__Exercise objective__.
Among the records that follow, find the line with "middle tip: (315, 148)" and the line with "pinky tip: (347, 167)". Set down those lines and all lines between them exactly, without adding anything.

__Provided information__.
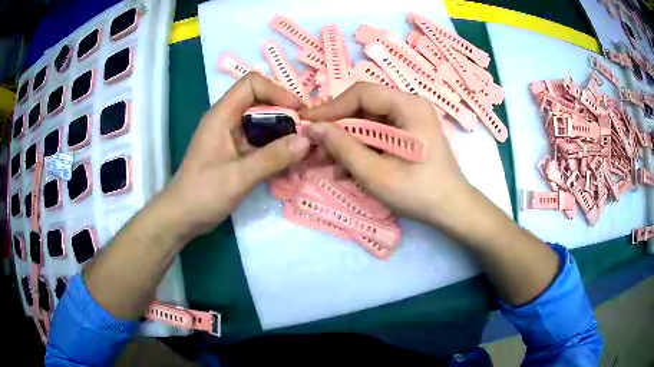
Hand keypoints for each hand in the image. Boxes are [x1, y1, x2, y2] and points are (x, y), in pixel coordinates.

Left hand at [165, 73, 310, 236]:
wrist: (182, 217)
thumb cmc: (203, 193)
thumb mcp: (239, 176)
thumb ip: (273, 157)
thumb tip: (307, 140)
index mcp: (222, 115)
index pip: (251, 84)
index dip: (277, 91)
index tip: (298, 112)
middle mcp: (227, 120)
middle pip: (260, 102)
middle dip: (285, 114)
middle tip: (306, 133)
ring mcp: (231, 137)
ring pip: (262, 123)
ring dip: (282, 134)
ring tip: (301, 151)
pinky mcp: (234, 153)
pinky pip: (259, 142)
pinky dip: (275, 149)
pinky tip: (288, 165)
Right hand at [301, 82, 472, 228]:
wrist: (451, 209)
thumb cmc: (418, 192)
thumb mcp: (376, 173)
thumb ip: (343, 147)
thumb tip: (312, 128)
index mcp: (408, 106)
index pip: (361, 93)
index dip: (330, 108)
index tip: (306, 125)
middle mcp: (409, 104)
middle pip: (363, 106)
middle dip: (337, 128)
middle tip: (315, 148)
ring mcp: (410, 118)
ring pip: (367, 121)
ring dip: (346, 140)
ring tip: (328, 162)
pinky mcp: (408, 132)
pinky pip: (377, 132)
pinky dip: (360, 147)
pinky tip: (347, 167)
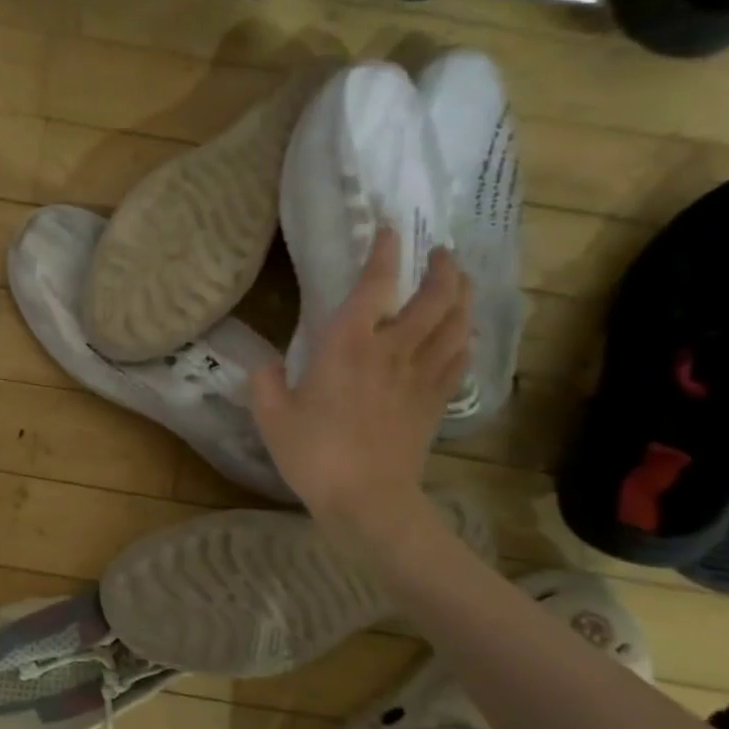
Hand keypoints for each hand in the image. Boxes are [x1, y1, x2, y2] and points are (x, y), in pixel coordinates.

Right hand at [250, 226, 470, 541]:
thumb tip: (266, 365)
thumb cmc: (313, 453)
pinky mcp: (436, 401)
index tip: (389, 229)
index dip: (384, 252)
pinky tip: (461, 334)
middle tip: (440, 252)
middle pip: (434, 297)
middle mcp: (392, 350)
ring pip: (455, 323)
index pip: (374, 285)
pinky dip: (464, 338)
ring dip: (461, 296)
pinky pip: (459, 358)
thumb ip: (264, 382)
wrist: (367, 499)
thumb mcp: (271, 416)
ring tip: (458, 282)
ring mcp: (421, 376)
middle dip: (441, 268)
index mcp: (348, 346)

__Final answer__.
middle tip: (315, 148)
ring mcp: (410, 118)
ring pip: (367, 121)
ring dip: (346, 140)
ring tip: (328, 162)
pinky mcp: (408, 132)
pinky pip: (377, 132)
pinky dip: (360, 147)
pinky tip: (347, 167)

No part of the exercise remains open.